Publisher: Buka Entertainment
Release Date: Soon
Echelon: Wind Warriors is the sequel to the acclaimed Echelon: Storm, which broke through many barriers in the advanced world of flight simulation gaming. With some of the most advanced graphics and flight controls around Wind Warriors is going to come out as one of the most advanced and technical flyer fighters of all time. Set during the year 2351, this is, as the first one, a futuristic setting with many mechanical robo-looking buildings. You take control of the top galactic fighter pilot in his area of expertise, Major Wolf Scott in alien environments that cover vast areas of intricately mapped landscaping. Boasting hundreds of new models such as new vehicles, numerous amounts of new objects, more friendly and enemy crafts, and of course more campaign missions to toss into the mix.

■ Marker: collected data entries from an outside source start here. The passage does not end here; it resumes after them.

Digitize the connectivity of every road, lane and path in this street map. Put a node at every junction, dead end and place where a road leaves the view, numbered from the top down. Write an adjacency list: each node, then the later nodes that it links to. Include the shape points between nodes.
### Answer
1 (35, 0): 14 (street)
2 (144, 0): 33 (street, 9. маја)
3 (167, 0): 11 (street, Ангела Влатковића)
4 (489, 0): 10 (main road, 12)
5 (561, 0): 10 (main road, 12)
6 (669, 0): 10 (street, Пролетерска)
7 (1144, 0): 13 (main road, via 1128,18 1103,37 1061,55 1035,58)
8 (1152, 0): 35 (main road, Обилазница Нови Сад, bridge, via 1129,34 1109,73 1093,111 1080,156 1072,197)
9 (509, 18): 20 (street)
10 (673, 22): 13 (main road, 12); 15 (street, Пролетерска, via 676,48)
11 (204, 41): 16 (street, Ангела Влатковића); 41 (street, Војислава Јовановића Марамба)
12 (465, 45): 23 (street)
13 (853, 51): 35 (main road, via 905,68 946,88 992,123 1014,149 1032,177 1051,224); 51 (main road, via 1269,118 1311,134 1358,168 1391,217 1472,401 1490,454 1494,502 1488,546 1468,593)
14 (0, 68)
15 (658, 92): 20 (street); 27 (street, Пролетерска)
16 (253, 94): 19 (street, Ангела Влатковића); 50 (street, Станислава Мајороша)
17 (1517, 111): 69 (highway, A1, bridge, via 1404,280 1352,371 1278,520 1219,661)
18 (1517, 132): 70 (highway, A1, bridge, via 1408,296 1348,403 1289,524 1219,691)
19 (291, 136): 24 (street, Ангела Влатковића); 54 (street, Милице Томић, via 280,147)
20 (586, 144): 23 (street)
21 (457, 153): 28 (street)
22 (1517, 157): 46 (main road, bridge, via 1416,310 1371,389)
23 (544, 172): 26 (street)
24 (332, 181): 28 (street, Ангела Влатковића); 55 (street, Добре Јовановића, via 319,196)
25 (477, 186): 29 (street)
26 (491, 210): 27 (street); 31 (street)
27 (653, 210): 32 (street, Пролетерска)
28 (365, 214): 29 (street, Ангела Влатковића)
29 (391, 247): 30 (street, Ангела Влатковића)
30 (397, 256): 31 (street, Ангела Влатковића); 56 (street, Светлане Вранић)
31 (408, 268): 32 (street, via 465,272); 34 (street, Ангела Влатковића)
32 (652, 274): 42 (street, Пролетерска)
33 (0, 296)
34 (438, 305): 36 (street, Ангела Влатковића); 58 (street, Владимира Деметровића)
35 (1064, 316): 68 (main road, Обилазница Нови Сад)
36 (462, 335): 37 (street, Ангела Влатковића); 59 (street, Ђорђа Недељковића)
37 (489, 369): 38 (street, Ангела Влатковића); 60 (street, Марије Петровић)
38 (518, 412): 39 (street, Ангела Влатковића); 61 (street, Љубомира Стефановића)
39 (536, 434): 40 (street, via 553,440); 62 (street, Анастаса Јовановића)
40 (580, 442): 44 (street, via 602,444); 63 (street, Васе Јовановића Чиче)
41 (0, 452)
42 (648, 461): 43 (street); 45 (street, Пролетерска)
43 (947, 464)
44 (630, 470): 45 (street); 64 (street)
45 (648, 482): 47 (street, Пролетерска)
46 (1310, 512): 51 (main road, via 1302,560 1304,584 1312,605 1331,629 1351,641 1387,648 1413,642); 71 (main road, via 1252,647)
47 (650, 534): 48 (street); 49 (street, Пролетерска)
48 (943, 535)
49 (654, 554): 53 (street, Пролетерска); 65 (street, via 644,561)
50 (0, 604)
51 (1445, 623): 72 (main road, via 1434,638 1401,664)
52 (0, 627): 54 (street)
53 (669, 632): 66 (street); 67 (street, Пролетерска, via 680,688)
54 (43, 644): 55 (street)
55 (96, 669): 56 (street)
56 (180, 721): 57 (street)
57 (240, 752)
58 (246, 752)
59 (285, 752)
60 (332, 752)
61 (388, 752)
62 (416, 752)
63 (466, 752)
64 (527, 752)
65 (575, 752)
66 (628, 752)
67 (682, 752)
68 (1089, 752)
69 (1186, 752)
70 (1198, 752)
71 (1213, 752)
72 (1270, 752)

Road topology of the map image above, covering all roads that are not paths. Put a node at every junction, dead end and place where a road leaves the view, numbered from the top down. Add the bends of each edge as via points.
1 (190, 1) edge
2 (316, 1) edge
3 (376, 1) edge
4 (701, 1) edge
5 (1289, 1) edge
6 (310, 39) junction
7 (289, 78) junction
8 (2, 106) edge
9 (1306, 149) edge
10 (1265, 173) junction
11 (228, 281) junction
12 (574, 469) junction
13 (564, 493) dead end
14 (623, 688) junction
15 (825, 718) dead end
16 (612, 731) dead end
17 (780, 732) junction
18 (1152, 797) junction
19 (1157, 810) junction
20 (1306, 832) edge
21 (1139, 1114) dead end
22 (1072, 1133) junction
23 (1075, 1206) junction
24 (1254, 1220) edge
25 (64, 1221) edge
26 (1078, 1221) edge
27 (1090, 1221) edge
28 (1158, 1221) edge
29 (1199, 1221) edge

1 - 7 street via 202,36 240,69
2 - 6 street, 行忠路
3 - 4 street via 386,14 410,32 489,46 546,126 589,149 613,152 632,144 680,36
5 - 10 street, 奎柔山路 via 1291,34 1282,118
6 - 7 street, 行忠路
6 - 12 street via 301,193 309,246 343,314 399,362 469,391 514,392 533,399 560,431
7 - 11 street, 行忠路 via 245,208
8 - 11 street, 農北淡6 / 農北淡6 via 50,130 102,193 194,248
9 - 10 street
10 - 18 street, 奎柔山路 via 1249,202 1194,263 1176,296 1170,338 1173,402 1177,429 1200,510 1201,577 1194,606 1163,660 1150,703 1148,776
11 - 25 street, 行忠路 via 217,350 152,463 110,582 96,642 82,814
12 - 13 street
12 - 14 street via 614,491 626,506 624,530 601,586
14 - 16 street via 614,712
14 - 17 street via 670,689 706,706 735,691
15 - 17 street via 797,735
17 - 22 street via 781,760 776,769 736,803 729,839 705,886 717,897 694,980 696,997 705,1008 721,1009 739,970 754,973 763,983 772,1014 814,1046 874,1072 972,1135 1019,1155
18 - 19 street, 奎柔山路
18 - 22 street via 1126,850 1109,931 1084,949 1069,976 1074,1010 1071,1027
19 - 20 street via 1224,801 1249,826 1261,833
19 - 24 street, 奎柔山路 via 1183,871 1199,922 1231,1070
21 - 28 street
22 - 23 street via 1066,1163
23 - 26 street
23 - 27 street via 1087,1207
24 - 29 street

When the game boots up you will almost instantly find the main difference between Wind Warriors and Storm is that Wind Warriors brings an entirely new graphical engine. This is a 3D proprietary graphical engine that allows for some of the various effects like dust and particle effects that let your video card operate at its optimum performance. Once you launch out of the docking bay you are subjected to the beautiful cities that Buka decided to put the extra attention to, realizing that cities are a bit more important than that of the forests. The planes were very diversified and I was glad to see that not all of the planes looked exactly the same with the classical “two wings and jet engine” look. Most of the planes were rather abstract in design, which is cool to see some different types of ships to commandeer and to look at. At this point the only thing I can complain that doesn’t look good is the bullets and weapons that are fired. Being the early demo state that it is in, I found that most of the weapons were pretty cheesy when I broke it down, on the other hand the explosions that are caused from the bullets look golden. Not only does the explosion look pretty good, but the object that blows doesn’t just disappear, yet it explodes and individual parts will blow off realistically.

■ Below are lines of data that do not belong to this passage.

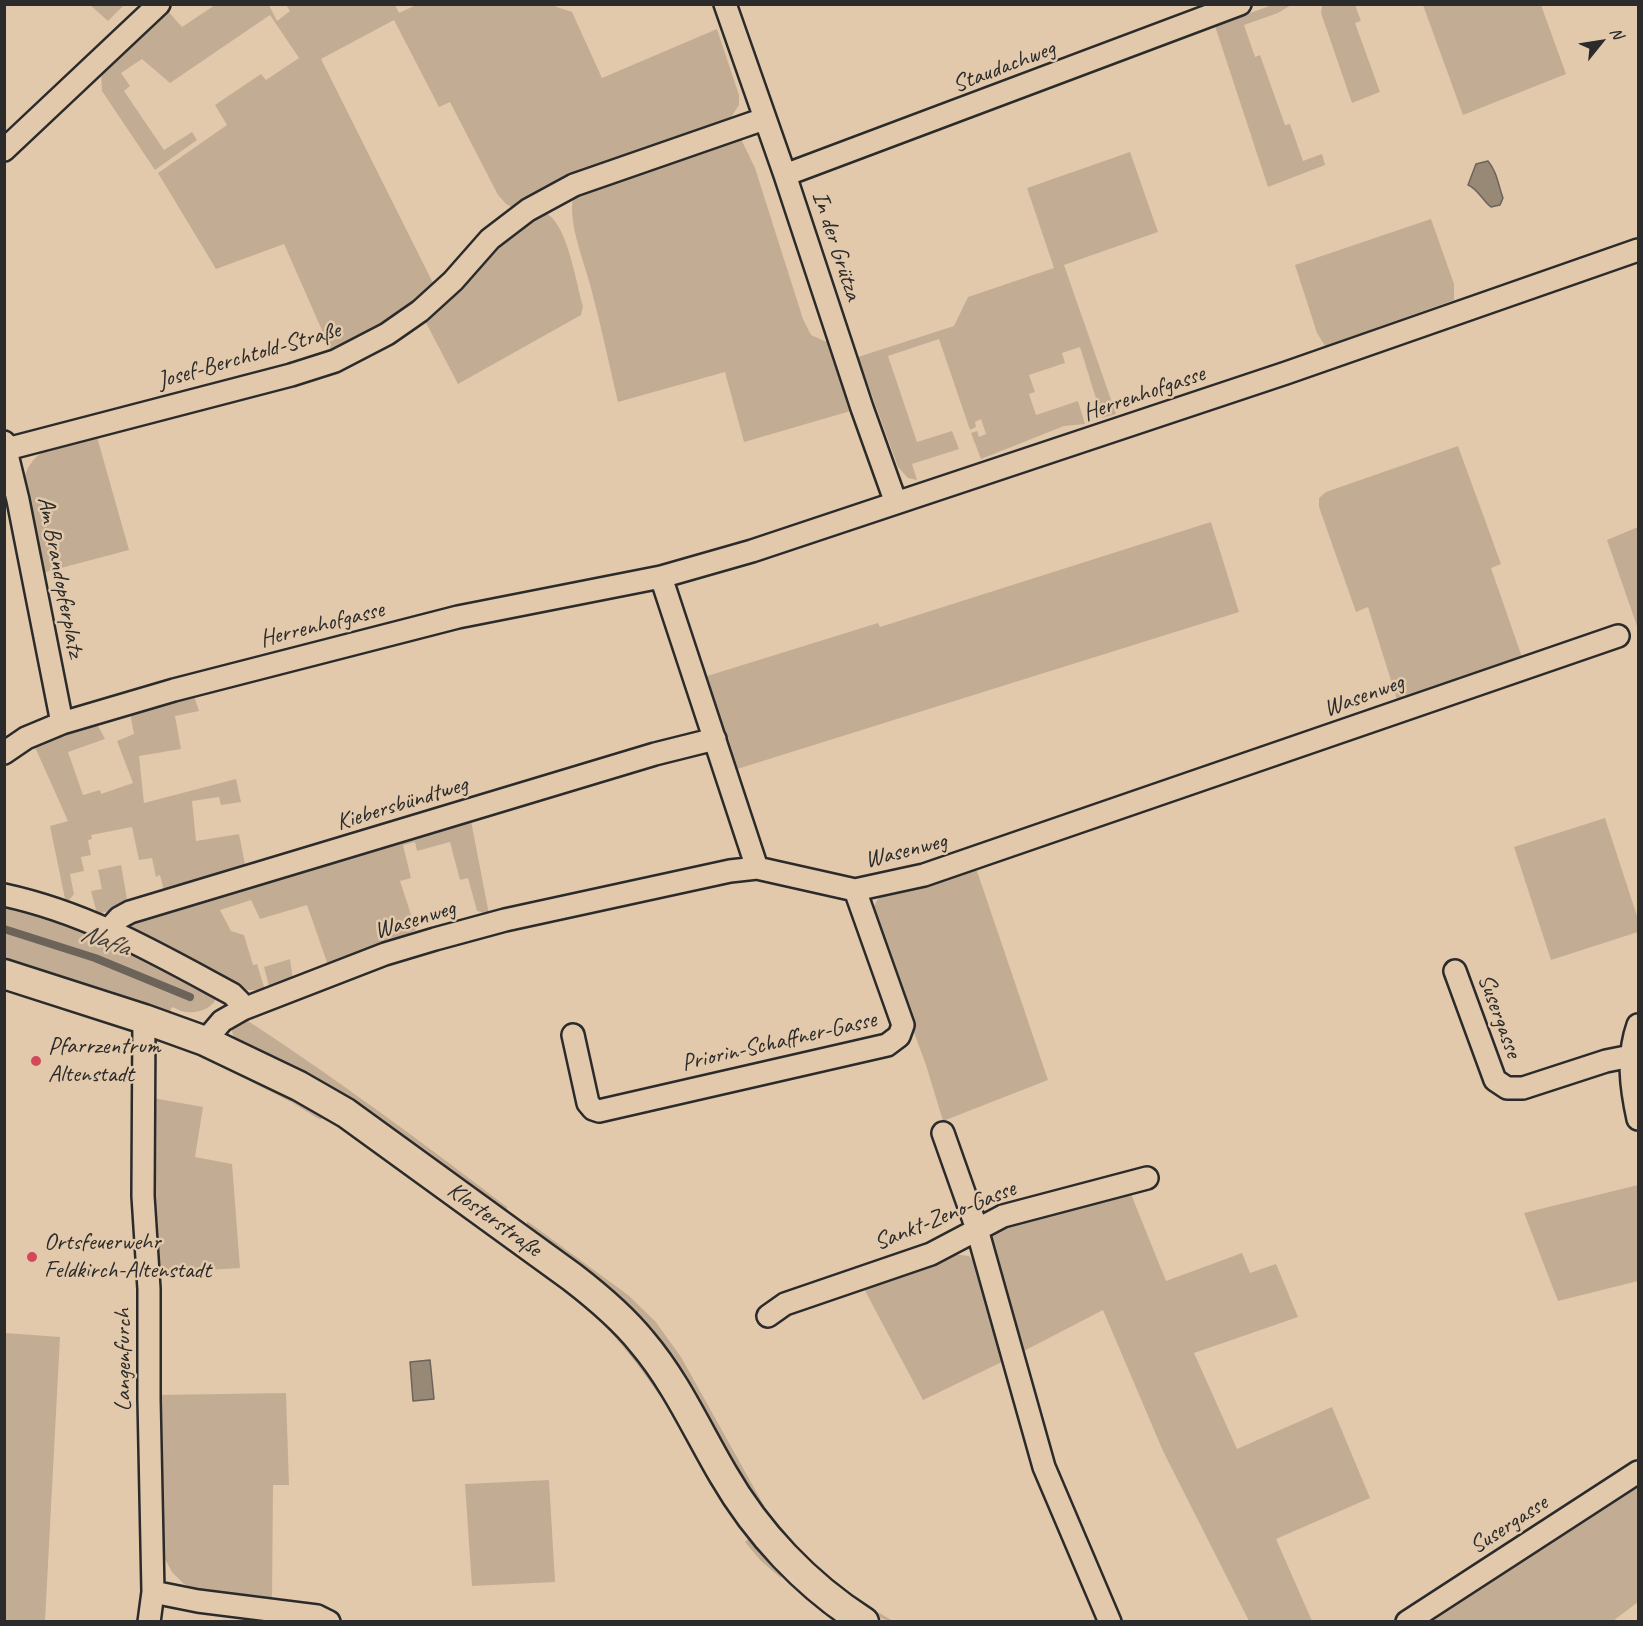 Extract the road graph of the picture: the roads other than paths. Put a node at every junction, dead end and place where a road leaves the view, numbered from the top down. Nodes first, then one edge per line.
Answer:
1 (159, 4) edge
2 (725, 4) edge
3 (1240, 4) edge
4 (764, 119) junction
5 (4, 150) edge
6 (785, 175) junction
7 (1638, 250) edge
8 (6, 445) edge
9 (896, 503) junction
10 (662, 577) junction
11 (1618, 636) dead end
12 (62, 723) junction
13 (715, 739) junction
14 (4, 753) edge
15 (758, 868) junction
16 (855, 890) junction
17 (4, 895) edge
18 (109, 929) junction
19 (1455, 971) dead end
20 (4, 974) edge
21 (243, 1009) junction
22 (144, 1019) junction
23 (1638, 1025) edge
24 (573, 1035) dead end
25 (205, 1041) junction
26 (1631, 1056) junction
27 (1638, 1119) edge
28 (943, 1133) dead end
29 (1147, 1178) dead end
30 (977, 1229) junction
31 (768, 1316) dead end
32 (1638, 1472) edge
33 (153, 1592) junction
34 (149, 1622) edge
35 (329, 1622) edge
36 (864, 1622) edge
37 (1110, 1622) edge
38 (1407, 1622) edge

1 - 5 street
2 - 4 street, In der Grütza
3 - 6 street, Staudachweg
4 - 6 street, In der Grütza
4 - 8 street, Josef-Berchtold-Straße
6 - 9 street, In der Grütza
7 - 9 street, Herrenhofgasse
8 - 12 street, Am Brandopferplatz
9 - 10 street, Herrenhofgasse
10 - 12 street, Herrenhofgasse
10 - 13 street
11 - 16 street, Wasenweg
12 - 14 street, Herrenhofgasse
13 - 15 street
13 - 18 street, Kiebersbündtweg
15 - 16 street, Wasenweg
15 - 21 street, Wasenweg
16 - 24 street, Priorin-Schaffner-Gasse
17 - 18 street
18 - 21 street
19 - 26 street, Susergasse
20 - 22 main road, Klosterstraße
21 - 25 street, Wasenweg
22 - 25 main road, Klosterstraße
22 - 33 street, Langenfurch
23 - 26 street
25 - 36 main road, Klosterstraße
26 - 27 street
28 - 30 street
29 - 30 street, Sankt-Zeno-Gasse
30 - 31 street, Sankt-Zeno-Gasse
30 - 37 street
32 - 38 street, Susergasse
33 - 34 street, Langenfurch
33 - 35 street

The controls are the first downfall I saw in this game, with 92 different buttons to master and remember, this high flyer might not be a giant hit among those gamers who want instant actions as far as picking up the controls in a snap. As for the gamers who are into the flyer fighters enough to where they like to control even the smallest details, this one is right for you. I found several issues with controlling your ship in battle, while it is rather difficult to switch around on all of the keys this sim would be better played and enjoyed to its fullest extent with a joystick specifically for this type of game. It would be a lot easier to do a loop while flying upside down, rolling, and taking shots at an estranged alien drop-ship on a joystick as opposed to just mashing a bunch of buttons on the keyboard to hold the loop fire and roll. My second major problem lies in the fact that the missions are too slow paced until you get to a fight. For instance in the second level you are asked to escort a group of tanks around the level, while my personal enjoyment was blowing up the caravan as apposed to flying over them in a straight line for 45 minutes. If you do, for some weird reason, want to spend the time to follow the tanks you can turn autopilot on and it will follow your objective. One of the cooler features to this game is a wicked level editor, an option that has been passed over time and time again when it comes to flight sims. The map editor lets you control every last bit of the level from the incoming messages and what radio says all the way to where enemy ships and buildings are placed. The kick-ass map editor is a real booster for this title
The other major reason for the slow moving nature of the game was that the person in HQ talking to you over the radio speaks in some foreign language. If you can read at the speed of light the text will display in English at the top of your screen as she is saying it. These two things can leave you rather lost during a mission because usually that voice tells you where to go and what to do. The rest of the sounds are rather bland, but for a flying game there are not many noises to implement. The engine sounds decent and the explosions are up to par, but nothing to really crank the bass up for or run out and buy a new speaker system.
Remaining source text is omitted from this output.